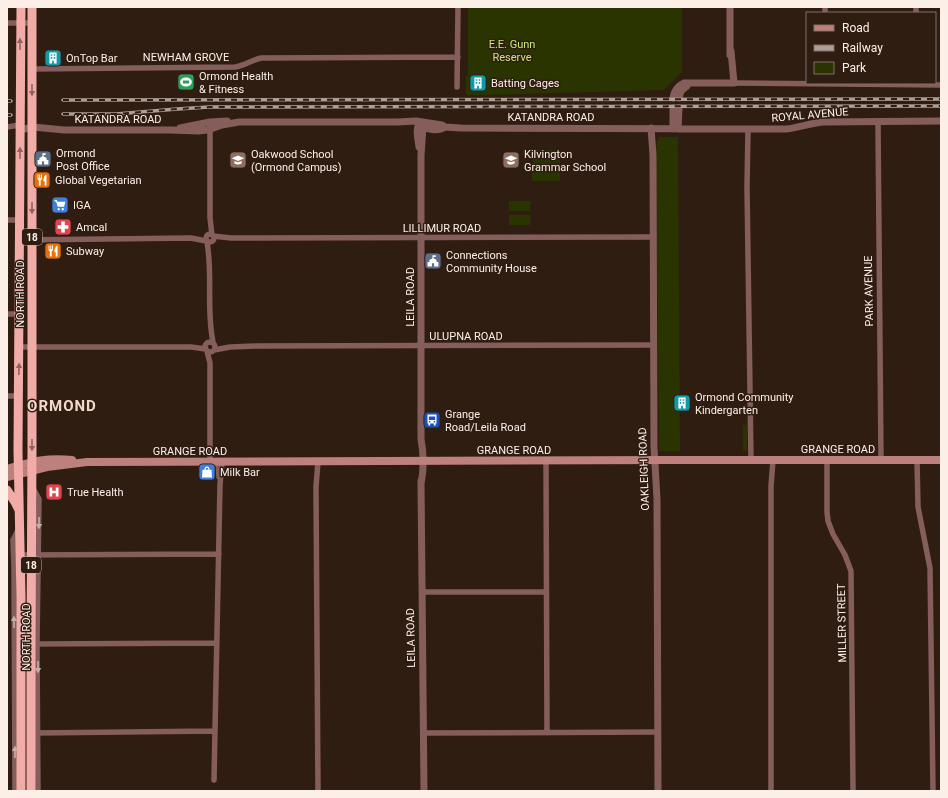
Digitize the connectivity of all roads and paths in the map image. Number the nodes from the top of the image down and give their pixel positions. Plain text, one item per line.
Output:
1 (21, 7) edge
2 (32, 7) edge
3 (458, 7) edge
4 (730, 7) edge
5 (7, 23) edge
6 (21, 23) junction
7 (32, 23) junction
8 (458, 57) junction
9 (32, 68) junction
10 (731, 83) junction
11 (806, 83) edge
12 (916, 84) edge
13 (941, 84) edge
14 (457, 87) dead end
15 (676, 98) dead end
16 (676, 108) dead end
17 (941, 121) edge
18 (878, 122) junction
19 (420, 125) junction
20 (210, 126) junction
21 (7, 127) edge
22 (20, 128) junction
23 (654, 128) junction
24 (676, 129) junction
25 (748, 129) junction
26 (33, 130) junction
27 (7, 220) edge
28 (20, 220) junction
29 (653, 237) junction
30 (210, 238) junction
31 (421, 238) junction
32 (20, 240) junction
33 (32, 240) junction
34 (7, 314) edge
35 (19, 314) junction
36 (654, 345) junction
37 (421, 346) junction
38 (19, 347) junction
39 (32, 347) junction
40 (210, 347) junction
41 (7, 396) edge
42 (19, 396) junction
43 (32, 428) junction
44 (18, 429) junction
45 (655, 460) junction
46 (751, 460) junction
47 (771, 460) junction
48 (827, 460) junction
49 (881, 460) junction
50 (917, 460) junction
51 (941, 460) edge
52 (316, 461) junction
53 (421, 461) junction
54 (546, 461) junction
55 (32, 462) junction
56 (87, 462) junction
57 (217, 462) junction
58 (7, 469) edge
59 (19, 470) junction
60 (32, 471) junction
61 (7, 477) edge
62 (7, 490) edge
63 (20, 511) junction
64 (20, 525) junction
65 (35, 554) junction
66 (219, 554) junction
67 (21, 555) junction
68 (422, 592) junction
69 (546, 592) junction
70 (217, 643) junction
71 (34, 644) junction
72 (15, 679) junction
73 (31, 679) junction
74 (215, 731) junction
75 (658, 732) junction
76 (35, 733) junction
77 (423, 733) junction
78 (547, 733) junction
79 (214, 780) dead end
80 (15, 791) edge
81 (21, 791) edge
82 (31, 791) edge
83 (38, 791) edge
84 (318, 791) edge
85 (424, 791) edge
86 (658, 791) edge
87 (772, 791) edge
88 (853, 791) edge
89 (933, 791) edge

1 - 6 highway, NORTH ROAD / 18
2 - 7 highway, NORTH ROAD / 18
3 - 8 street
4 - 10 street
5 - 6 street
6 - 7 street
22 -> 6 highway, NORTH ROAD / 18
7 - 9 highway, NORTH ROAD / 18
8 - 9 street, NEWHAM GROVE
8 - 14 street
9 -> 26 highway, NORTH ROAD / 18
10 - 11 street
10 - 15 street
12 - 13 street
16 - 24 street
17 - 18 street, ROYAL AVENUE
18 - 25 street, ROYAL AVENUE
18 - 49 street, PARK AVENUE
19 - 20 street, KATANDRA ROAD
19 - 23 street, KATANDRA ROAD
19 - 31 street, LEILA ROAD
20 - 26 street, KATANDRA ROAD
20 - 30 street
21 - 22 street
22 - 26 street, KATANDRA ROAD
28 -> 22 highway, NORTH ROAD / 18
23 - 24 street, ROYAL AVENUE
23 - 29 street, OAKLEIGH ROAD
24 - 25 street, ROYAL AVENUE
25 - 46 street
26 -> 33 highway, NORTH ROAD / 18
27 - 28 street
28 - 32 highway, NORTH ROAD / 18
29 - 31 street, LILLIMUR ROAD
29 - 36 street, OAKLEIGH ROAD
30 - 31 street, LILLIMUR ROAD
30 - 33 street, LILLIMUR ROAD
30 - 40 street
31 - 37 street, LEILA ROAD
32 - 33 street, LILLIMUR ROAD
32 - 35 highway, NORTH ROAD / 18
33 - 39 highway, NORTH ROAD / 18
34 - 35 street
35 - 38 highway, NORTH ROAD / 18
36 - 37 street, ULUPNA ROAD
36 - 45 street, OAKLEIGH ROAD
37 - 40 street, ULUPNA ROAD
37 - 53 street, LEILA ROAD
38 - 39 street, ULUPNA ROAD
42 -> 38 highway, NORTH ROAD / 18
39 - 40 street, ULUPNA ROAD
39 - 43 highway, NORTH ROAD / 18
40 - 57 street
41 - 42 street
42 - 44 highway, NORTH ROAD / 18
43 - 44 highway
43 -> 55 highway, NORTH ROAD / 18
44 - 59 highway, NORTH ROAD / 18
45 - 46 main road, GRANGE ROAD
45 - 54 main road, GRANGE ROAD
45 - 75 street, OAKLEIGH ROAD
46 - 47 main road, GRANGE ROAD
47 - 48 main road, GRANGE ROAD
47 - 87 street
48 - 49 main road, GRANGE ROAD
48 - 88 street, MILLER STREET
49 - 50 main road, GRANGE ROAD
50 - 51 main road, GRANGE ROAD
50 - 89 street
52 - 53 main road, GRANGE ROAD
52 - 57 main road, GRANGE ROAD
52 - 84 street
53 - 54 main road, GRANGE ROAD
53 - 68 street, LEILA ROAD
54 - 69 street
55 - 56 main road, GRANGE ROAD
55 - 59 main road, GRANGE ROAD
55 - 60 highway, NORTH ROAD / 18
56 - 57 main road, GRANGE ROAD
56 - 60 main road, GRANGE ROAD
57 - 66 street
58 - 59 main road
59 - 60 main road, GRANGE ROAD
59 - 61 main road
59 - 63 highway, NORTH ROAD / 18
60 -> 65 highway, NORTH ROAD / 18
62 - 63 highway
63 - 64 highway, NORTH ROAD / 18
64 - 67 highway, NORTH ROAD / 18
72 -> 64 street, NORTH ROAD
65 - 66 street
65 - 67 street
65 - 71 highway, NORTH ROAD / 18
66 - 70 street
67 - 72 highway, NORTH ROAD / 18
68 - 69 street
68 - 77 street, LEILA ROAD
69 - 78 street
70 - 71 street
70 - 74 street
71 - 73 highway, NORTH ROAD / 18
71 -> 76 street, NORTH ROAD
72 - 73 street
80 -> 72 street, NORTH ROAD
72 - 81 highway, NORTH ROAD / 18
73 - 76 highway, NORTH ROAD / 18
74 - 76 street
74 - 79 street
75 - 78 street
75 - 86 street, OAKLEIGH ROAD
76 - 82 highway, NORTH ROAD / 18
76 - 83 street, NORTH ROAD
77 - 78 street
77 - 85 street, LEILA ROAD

...

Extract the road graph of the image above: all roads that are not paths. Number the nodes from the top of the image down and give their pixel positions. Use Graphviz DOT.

▶ _REQUIRED ACTION_
Go through the listing above and find each line that contains "roads", then copy it.

▶ _OUTPUT FOR THIS TASK_
Digitize the connectivity of all roads and paths in the map image. Number the nodes from the top of the image down and give their pixel positions. Plain text, one item per line.
Extract the road graph of the image above: all roads that are not paths. Number the nodes from the top of the image down and give their pixel positions. Use Graphviz DOT.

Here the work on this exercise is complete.